(Saved entries)

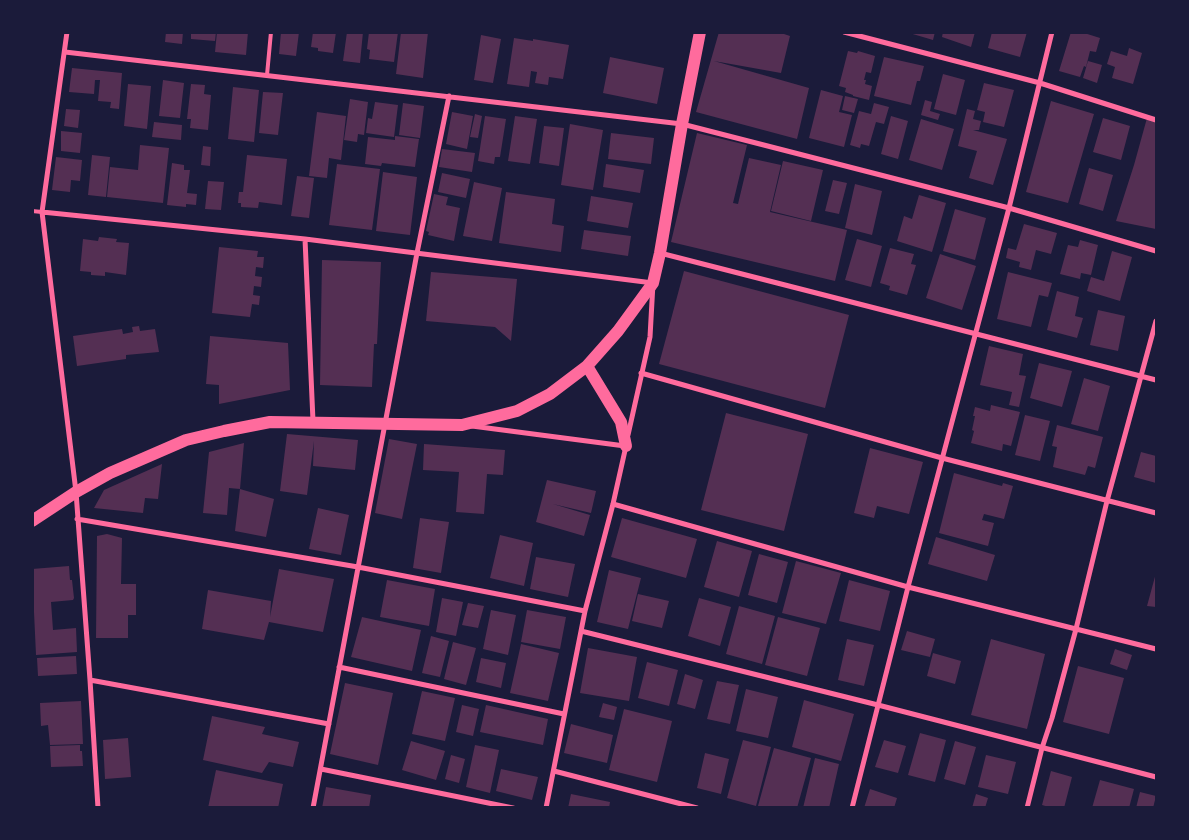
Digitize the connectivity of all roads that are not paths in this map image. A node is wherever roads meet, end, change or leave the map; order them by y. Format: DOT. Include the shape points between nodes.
graph roads {
  1 [pos="68,32"];
  2 [pos="271,32"];
  3 [pos="700,32"];
  4 [pos="844,32"];
  5 [pos="1052,32"];
  6 [pos="65,52"];
  7 [pos="267,75"];
  8 [pos="1040,83"];
  9 [pos="449,96"];
  10 [pos="1156,120"];
  11 [pos="682,124"];
  12 [pos="1009,208"];
  13 [pos="32,211"];
  14 [pos="42,212"];
  15 [pos="305,239"];
  16 [pos="1156,251"];
  17 [pos="417,253"];
  18 [pos="660,253"];
  19 [pos="653,283"];
  20 [pos="1156,320"];
  21 [pos="976,334"];
  22 [pos="588,366"];
  23 [pos="641,374"];
  24 [pos="1141,377"];
  25 [pos="1156,380"];
  26 [pos="314,421"];
  27 [pos="385,423"];
  28 [pos="462,425"];
  29 [pos="626,446"];
  30 [pos="942,458"];
  31 [pos="76,492"];
  32 [pos="1107,501"];
  33 [pos="613,504"];
  34 [pos="1156,513"];
  35 [pos="77,519"];
  36 [pos="32,521"];
  37 [pos="358,567"];
  38 [pos="908,587"];
  39 [pos="585,611"];
  40 [pos="1076,629"];
  41 [pos="581,631"];
  42 [pos="1156,649"];
  43 [pos="338,667"];
  44 [pos="90,680"];
  45 [pos="878,705"];
  46 [pos="564,714"];
  47 [pos="329,724"];
  48 [pos="1042,748"];
  49 [pos="321,769"];
  50 [pos="554,771"];
  51 [pos="1156,777"];
  52 [pos="98,808"];
  53 [pos="313,808"];
  54 [pos="513,808"];
  55 [pos="546,808"];
  56 [pos="697,808"];
  57 [pos="852,808"];
  58 [pos="1027,808"];
  1 -- 6 [label="street"];
  2 -- 7 [label="lane"];
  3 -- 11 [label="main road"];
  4 -- 8 [label="street"];
  5 -- 8 [label="street"];
  6 -- 7 [label="street"];
  6 -- 14 [label="street"];
  7 -- 9 [label="street"];
  8 -- 10 [label="street"];
  8 -- 12 [label="street"];
  9 -- 11 [label="street"];
  9 -- 17 [label="street"];
  11 -- 12 [label="street"];
  11 -- 18 [label="main road"];
  12 -- 16 [label="street"];
  12 -- 21 [label="street"];
  13 -- 14 [label="lane"];
  14 -- 15 [label="street"];
  14 -- 31 [label="street"];
  15 -- 17 [label="street"];
  15 -- 26 [label="street"];
  17 -- 19 [label="street"];
  17 -- 27 [label="street"];
  18 -- 19 [label="main road"];
  18 -- 21 [label="street"];
  19 -- 22 [label="main road" via="618,332"];
  19 -- 23 [label="street" via="650,337"];
  20 -- 24 [label="street"];
  21 -- 24 [label="street"];
  21 -- 30 [label="street"];
  22 -- 28 [label="main road" via="550,394 517,411"];
  22 -- 29 [label="main road" via="621,422"];
  23 -- 29 [label="street"];
  23 -- 30 [label="street"];
  24 -- 25 [label="street"];
  24 -- 32 [label="street"];
  26 -- 27 [label="main road"];
  26 -- 31 [label="main road" via="270,422 186,440 110,473"];
  27 -- 28 [label="main road"];
  27 -- 37 [label="street"];
  28 -- 29 [label="street"];
  29 -- 33 [label="street"];
  30 -- 32 [label="street"];
  30 -- 38 [label="street"];
  31 -- 35 [label="street"];
  31 -- 36 [label="main road"];
  32 -- 34 [label="street"];
  32 -- 40 [label="street"];
  33 -- 38 [label="street"];
  33 -- 39 [label="street"];
  35 -- 37 [label="street"];
  35 -- 44 [label="street"];
  37 -- 39 [label="street"];
  37 -- 43 [label="street"];
  38 -- 40 [label="street"];
  38 -- 45 [label="street"];
  39 -- 41 [label="street"];
  40 -- 42 [label="street"];
  40 -- 48 [label="street"];
  41 -- 45 [label="street"];
  41 -- 46 [label="street"];
  43 -- 46 [label="street"];
  43 -- 47 [label="street"];
  44 -- 47 [label="street"];
  44 -- 52 [label="street"];
  45 -- 48 [label="street"];
  45 -- 57 [label="street"];
  46 -- 50 [label="street"];
  47 -- 49 [label="street"];
  48 -- 51 [label="street"];
  48 -- 58 [label="street"];
  49 -- 53 [label="street"];
  49 -- 54 [label="street"];
  50 -- 55 [label="street"];
  50 -- 56 [label="street"];
}
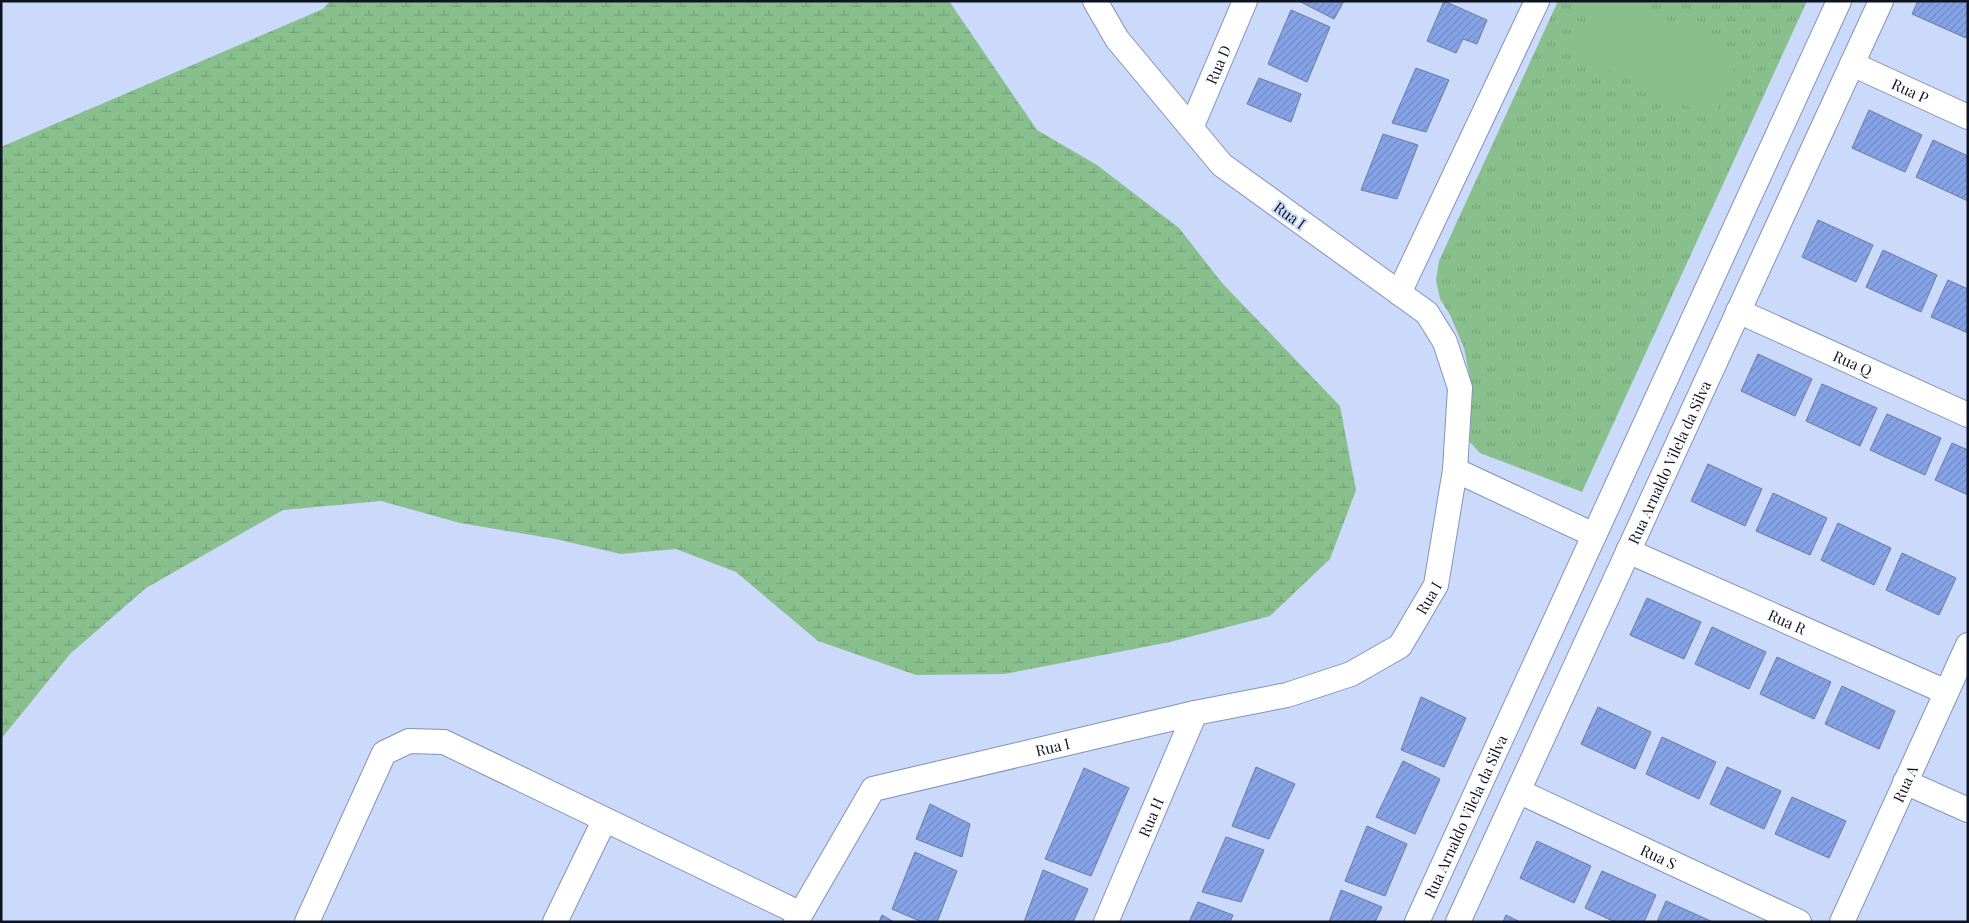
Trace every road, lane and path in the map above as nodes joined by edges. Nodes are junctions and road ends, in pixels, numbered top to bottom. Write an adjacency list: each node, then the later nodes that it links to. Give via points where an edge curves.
1 (1095, 1): 8 (street, Rua I, via 1117,39)
2 (1245, 1): 8 (street, Rua D)
3 (1537, 1): 9 (street)
4 (1839, 1): 13 (street, Rua Arnaldo Vilela da Silva)
5 (1881, 1): 6 (street, Rua Arnaldo Vilela da Silva)
6 (1852, 64): 7 (street, Rua P); 10 (street, Rua Arnaldo Vilela da Silva)
7 (1968, 117)
8 (1191, 128): 9 (street, Rua I, via 1222,166)
9 (1399, 293): 12 (street, Rua I, via 1427,313 1445,342 1460,388)
10 (1738, 311): 11 (street, Rua Q); 14 (street, Rua Arnaldo Vilela da Silva)
11 (1968, 415)
12 (1455, 470): 13 (street); 17 (street, Rua I, via 1436,585 1400,646 1352,674 1287,695)
13 (1594, 535): 26 (street, Rua Arnaldo Vilela da Silva)
14 (1628, 551): 16 (street, Rua R); 19 (street, Rua Arnaldo Vilela da Silva)
15 (1968, 645): 16 (street, Rua A)
16 (1946, 692): 18 (street, Rua A)
17 (1195, 713): 22 (street, Rua I, via 873,789); 25 (street, Rua H)
18 (1906, 782): 20 (street); 29 (street, Rua A)
19 (1518, 790): 27 (street, Rua Arnaldo Vilela da Silva); 28 (street, Rua S)
20 (1968, 810)
21 (604, 821): 22 (street); 23 (street, via 444,742 409,741 384,753); 24 (street)
22 (798, 918)
23 (307, 922)
24 (555, 922)
25 (1106, 922)
26 (1417, 922)
27 (1458, 922)
28 (1799, 922)
29 (1842, 922)

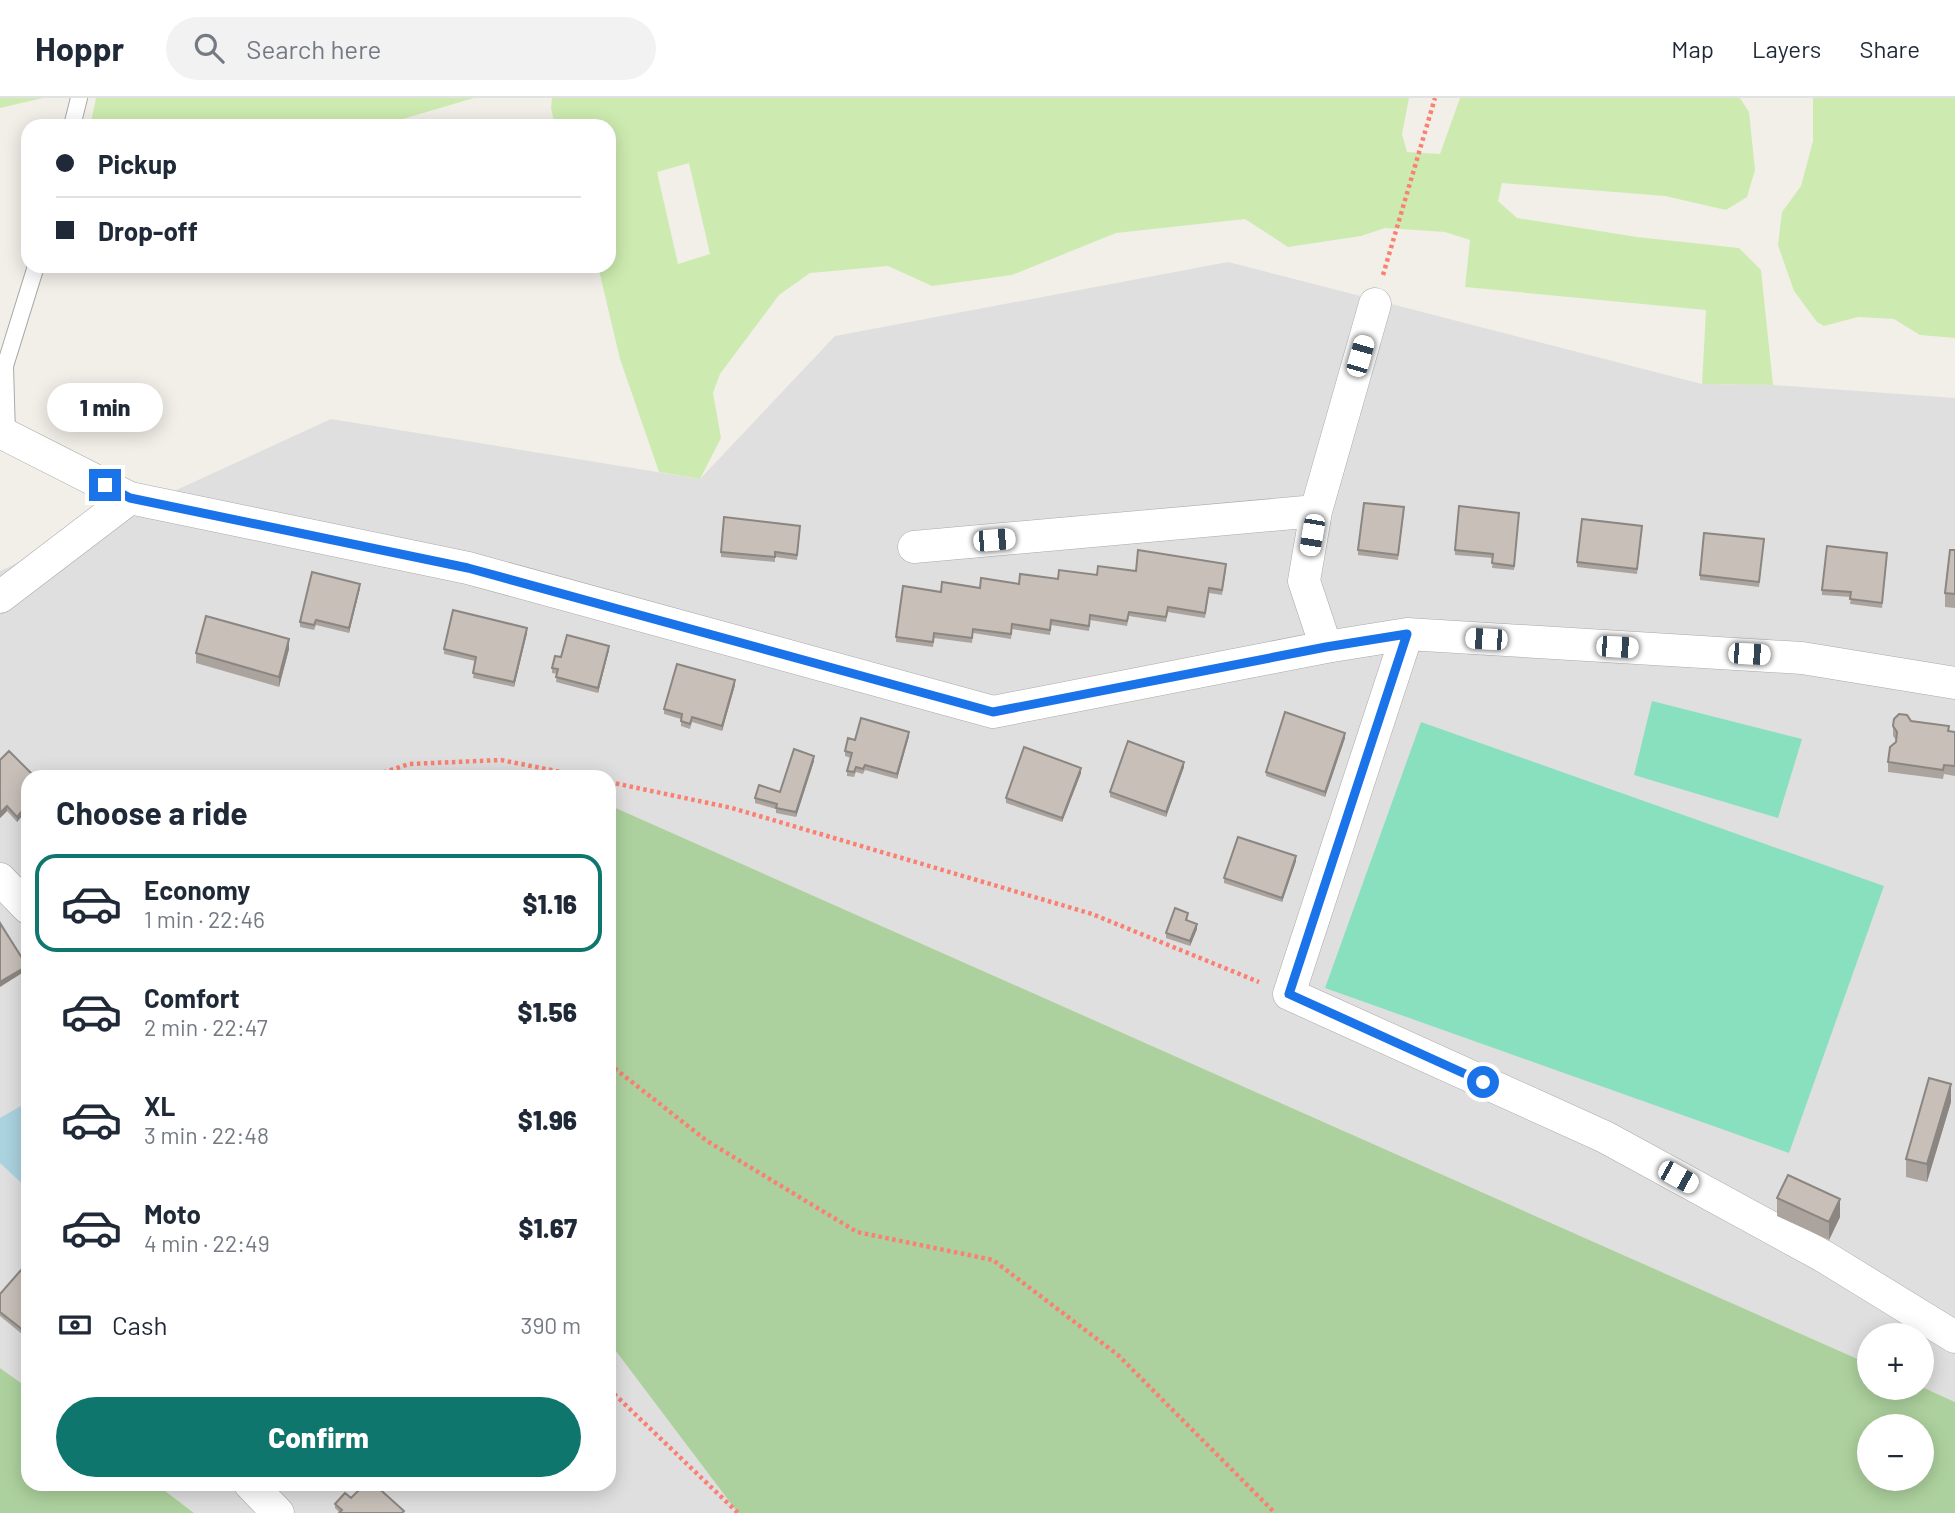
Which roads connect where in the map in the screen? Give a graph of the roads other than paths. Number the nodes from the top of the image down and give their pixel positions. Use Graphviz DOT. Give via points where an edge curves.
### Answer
graph roads {
  1 [pos="79,98"];
  2 [pos="74,119"];
  3 [pos="34,273"];
  4 [pos="1375,304"];
  5 [pos="3,433"];
  6 [pos="130,498"];
  7 [pos="1316,511"];
  8 [pos="914,547"];
  9 [pos="0,597"];
  10 [pos="1407,634"];
  11 [pos="1326,647"];
  12 [pos="1955,683"];
  13 [pos="0,880"];
  14 [pos="21,901"];
  15 [pos="1955,1337"];
  16 [pos="257,1491"];
  17 [pos="278,1513"];
  1 -- 2 [label="lane"];
  3 -- 5 [label="lane" via="5,366"];
  4 -- 7 [label="street"];
  5 -- 6 [label="street"];
  6 -- 9 [label="street"];
  6 -- 11 [label="street" via="468,568 993,712"];
  7 -- 8 [label="street"];
  7 -- 11 [label="street" via="1304,581"];
  10 -- 11 [label="street"];
  10 -- 12 [label="street" via="1802,657"];
  10 -- 15 [label="street" via="1289,994 1605,1137 1823,1256"];
  13 -- 14 [label="street"];
  16 -- 17 [label="street"];
}
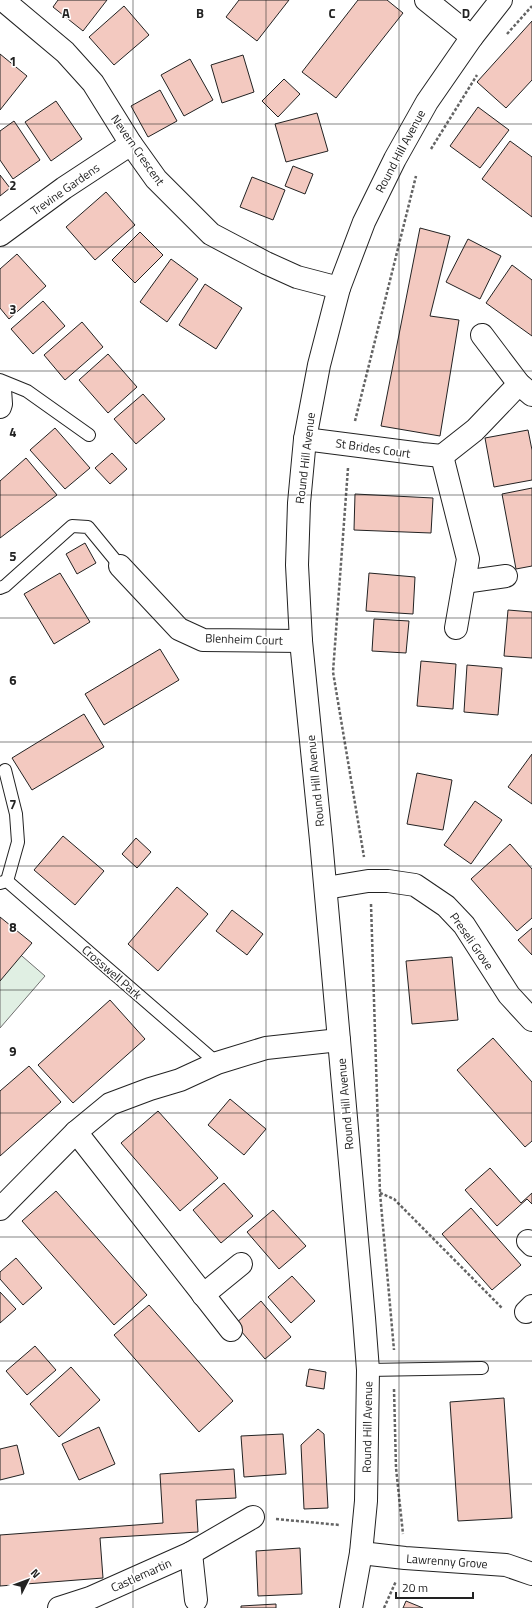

## DESCRIPTION OF THE TASK
Pull out all lines containing the word "lane" from the entries above.

## PROBLEM SOLUTION
  2 -- 7 [label="lane"];
  13 -- 14 [label="lane"];
Trace every road, lane and path in the map above as nodes joined by edges. Nodes are junctions and road ends, in pixels, numbered top to bottom. Write an adjacency list: each node, then the later nodes that it links to. Give via points where an edge curves.
  1 -- 2 [label="lane"];
  3 -- 5 [label="lane" via="5,366"];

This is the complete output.